Avoid the Retail In-Store Tsunami, Discover Stand-By Commandos

By Jarrod Johnson, vice president of IT services, Retail and Consumer Products, Xerox

Full aisles, effective signage and shoppers moving through check-out lanes at warp speed are retail nirvana. Then the point-of-sale go blank and freeze up. Bar-code scanners become pet rocks. And the store becomes an empty warehouse, with shoppers leaving in herds. No surprise, but technology downtime isn’t just a tech issue. It’s lost revenue. Lost shoppers. Lost opportunity.

When the worst does happen, it only gets worse when everyone is wondering who to call and how to fix it. It’s an in-store tsunami sweeping way beyond store associates, even the store itself. Such a disaster requires a quick-response commando team that’s ready to act and resolve problems immediately. In basic terms, it’s a support team—a store support team that is poised behind the scenes, with real answers to real problems.

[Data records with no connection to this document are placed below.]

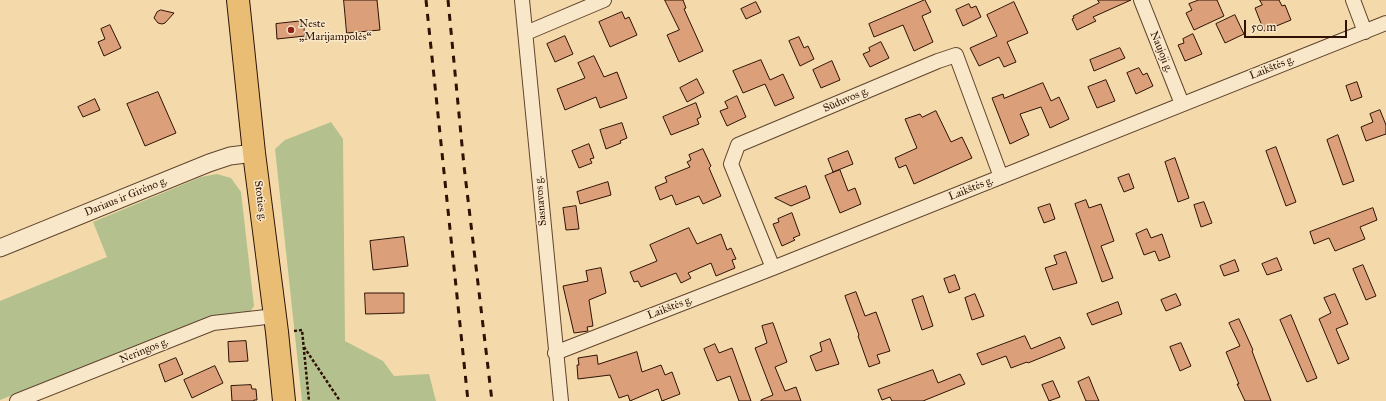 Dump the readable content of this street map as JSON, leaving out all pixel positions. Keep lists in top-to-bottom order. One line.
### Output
{"streets":{"main road":["Stoties g."],"street":["Naujoji g.","Laikštės g.","Sūduvos g.","Dariaus ir Girėno g.","Sasnavos g.","Neringos g."]},"crossings":[["Naujoji g.","Laikštės g."],["Laikštės g.","Sūduvos g."],["Laikštės g.","Sasnavos g."],["Dariaus ir Girėno g.","Stoties g."],["Stoties g.","Neringos g."]],"places":["Neste „Marijampolės“"],"scale_bar":"50 m"} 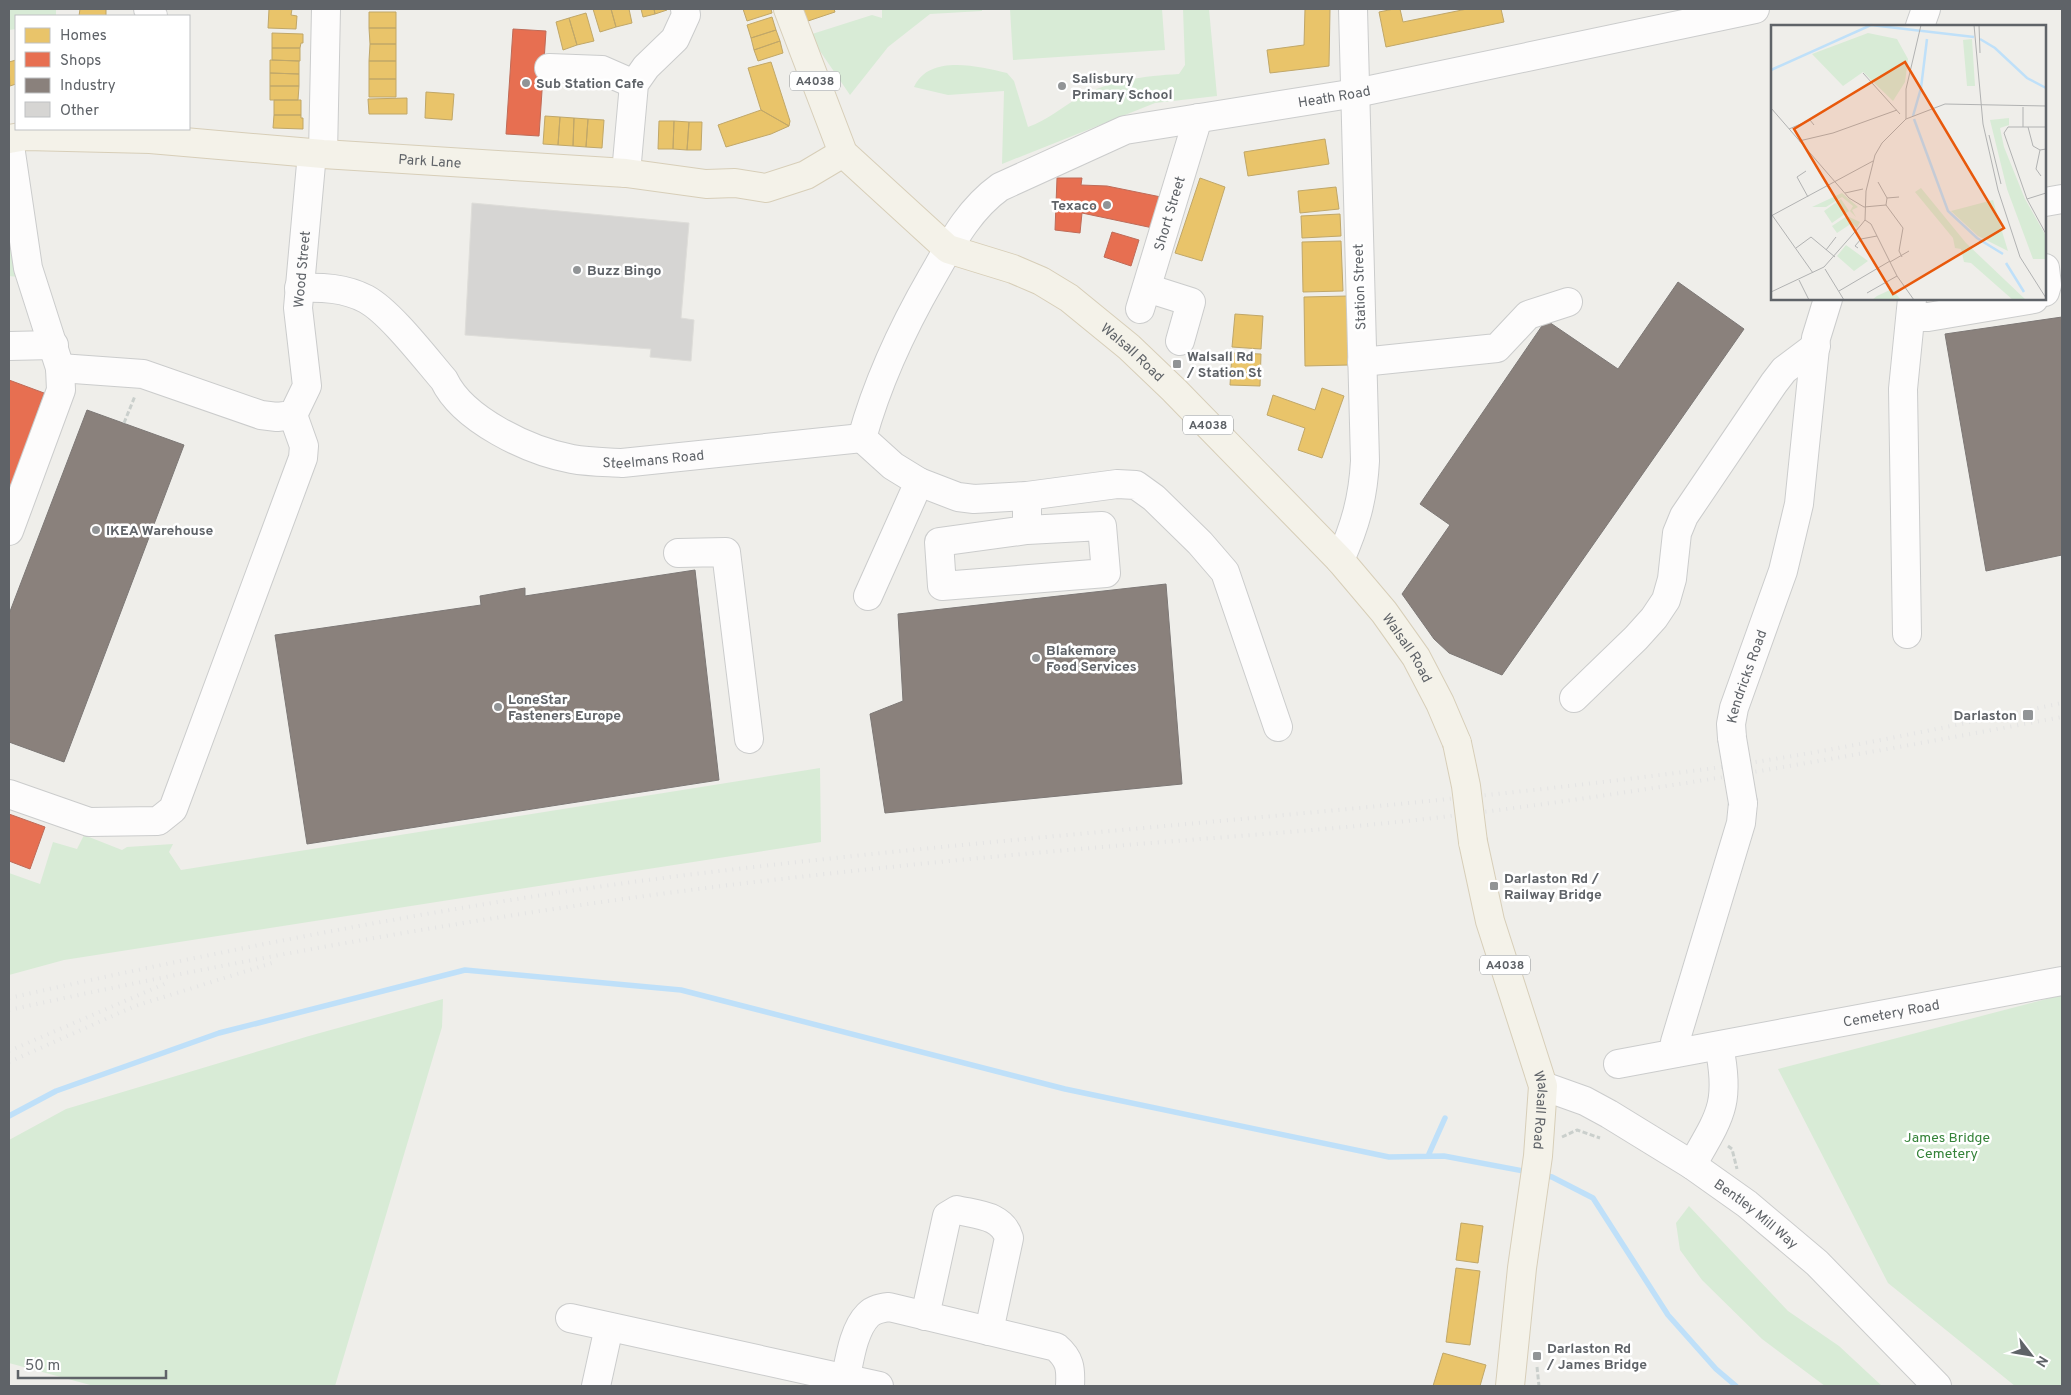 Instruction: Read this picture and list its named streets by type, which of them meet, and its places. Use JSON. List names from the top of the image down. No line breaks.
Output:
{"streets":{"main road":["A4038","Park Lane","Walsall Road"],"street":["Heath Road","Short Street","Wood Street","Station Street","Steelmans Road","Kendricks Road","Cemetery Road","Bentley Mill Way"]},"crossings":[["Heath Road","Short Street"],["Heath Road","Station Street"],["Heath Road","Walsall Road"],["Park Lane","Wood Street"],["Park Lane","Walsall Road"],["Wood Street","Steelmans Road"],["Station Street","Walsall Road"],["Walsall Road","Bentley Mill Way"],["Kendricks Road","Cemetery Road"]],"parks":["James Bridge Cemetery"],"places":{"other":["Sub Station Cafe","Salisbury Primary School","Texaco","Buzz Bingo","IKEA Warehouse","Blakemore Food Services","LoneStar Fasteners Europe"],"transit":["Walsall Rd / Station St","Darlaston","Darlaston Rd / Railway Bridge","Darlaston Rd / James Bridge"]},"legend":["Homes","Shops","Industry","Other"],"scale_bar":"50 m","north":"bottom right"} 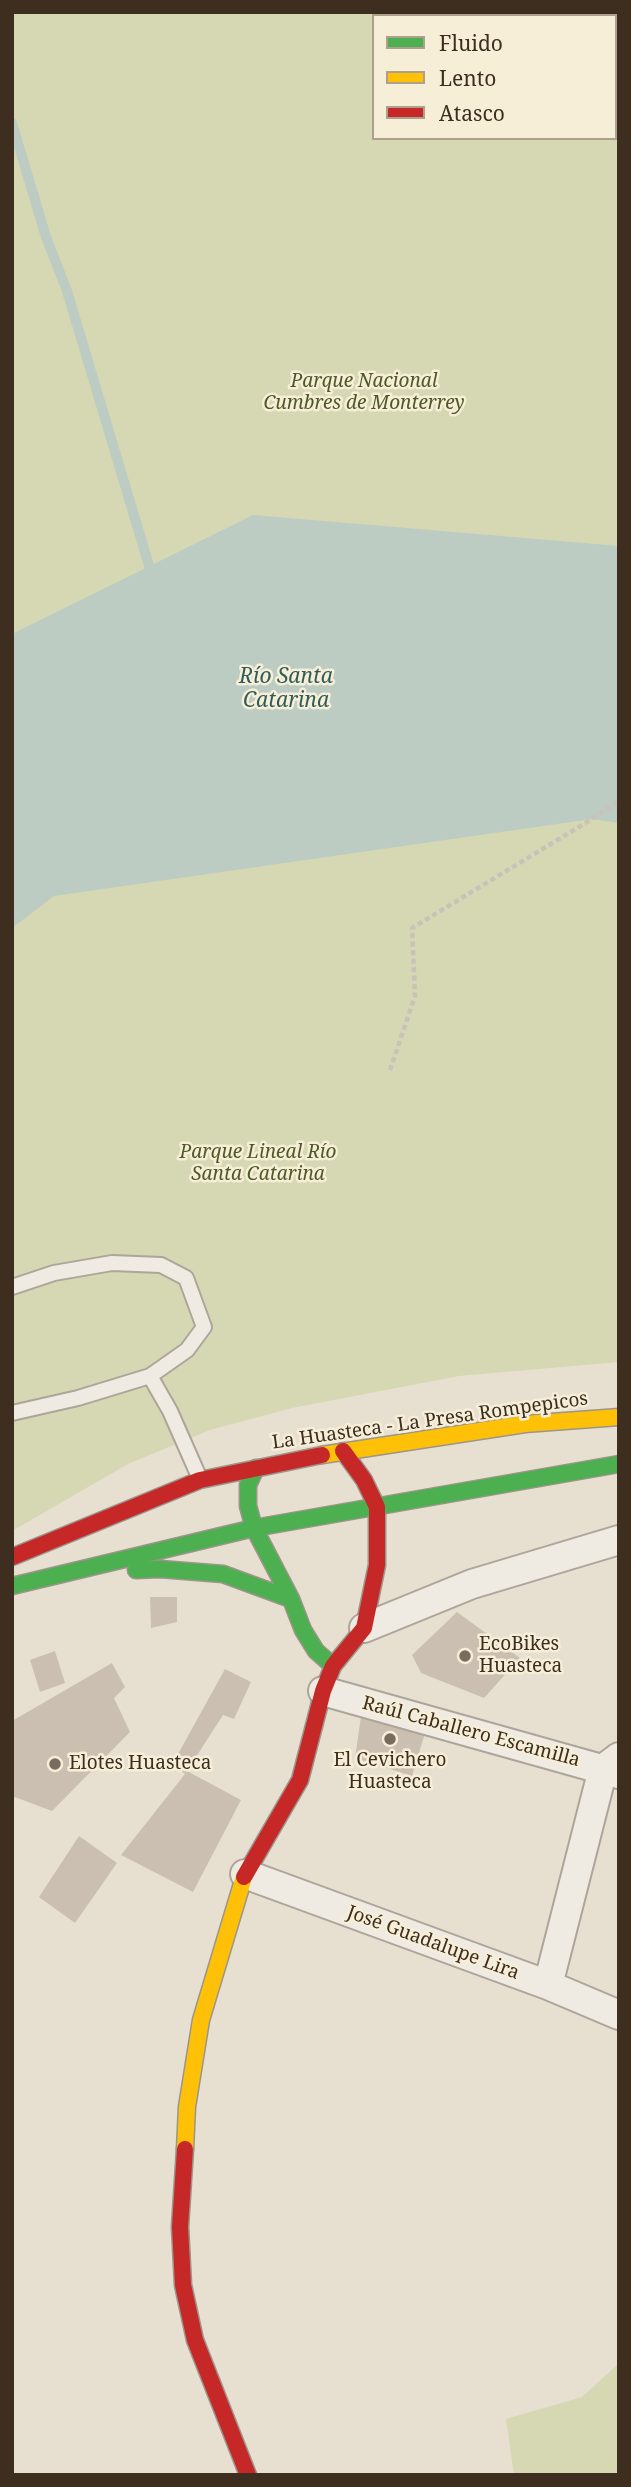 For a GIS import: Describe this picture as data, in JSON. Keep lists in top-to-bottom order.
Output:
{
  "streets": {
    "main road": ["La Huasteca - La Presa Rompepicos"],
    "street": ["Raúl Caballero Escamilla", "José Guadalupe Lira"]
  },
  "water": ["Río Santa Catarina"],
  "parks": ["Parque Nacional Cumbres de Monterrey", "Parque Lineal Río Santa Catarina"],
  "places": ["EcoBikes Huasteca", "El Cevichero Huasteca", "Elotes Huasteca"],
  "legend": ["Fluido", "Lento", "Atasco"]
}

We call it the Store Command Center. It’s a centralized service desk and support team that optimizes in-store technologies. It allows retailers and store employees to be “doing retail” and serving customers. Managing technology, waiting for tech support and being idled by systems failures are too expensive and harmful for any retailer.

To determine the move from in-house store support services to a managed services provider, start with these three steps:

  • Make the Financial Argument. Are the costs for labor, training, “break/fix” equipment, knowledge transfer and training steadily rising? One survey reports that more than 80 percent of businesses surveyed stated that call center outsourcing was beneficial. Sixty-two percent reported substantial savings.
  • Make the Satisfaction/Resolution Argument. Study customer satisfaction metrics, quantitative and qualitative. Find out average response times, call handle times and first-call resolution effectiveness, among others. These indicators will confirm or deny perceived problems.
  • Make the Vendor Rounds. Know your options and identify vendors that specialize in your industry, and have proven support service infrastructure and personnel. As your in-store technologies increase, so do the number of vendors, IT and support complexity–and the time to manage all the moving pieces and personnel. Evaluate the time and costs associated with managing all of these partners vs. a centralized approach handled by one vendor.

Keep your stores optimized and operational – and questions answered quickly and completely. It can mean the difference between shopper transactions and walk-offs.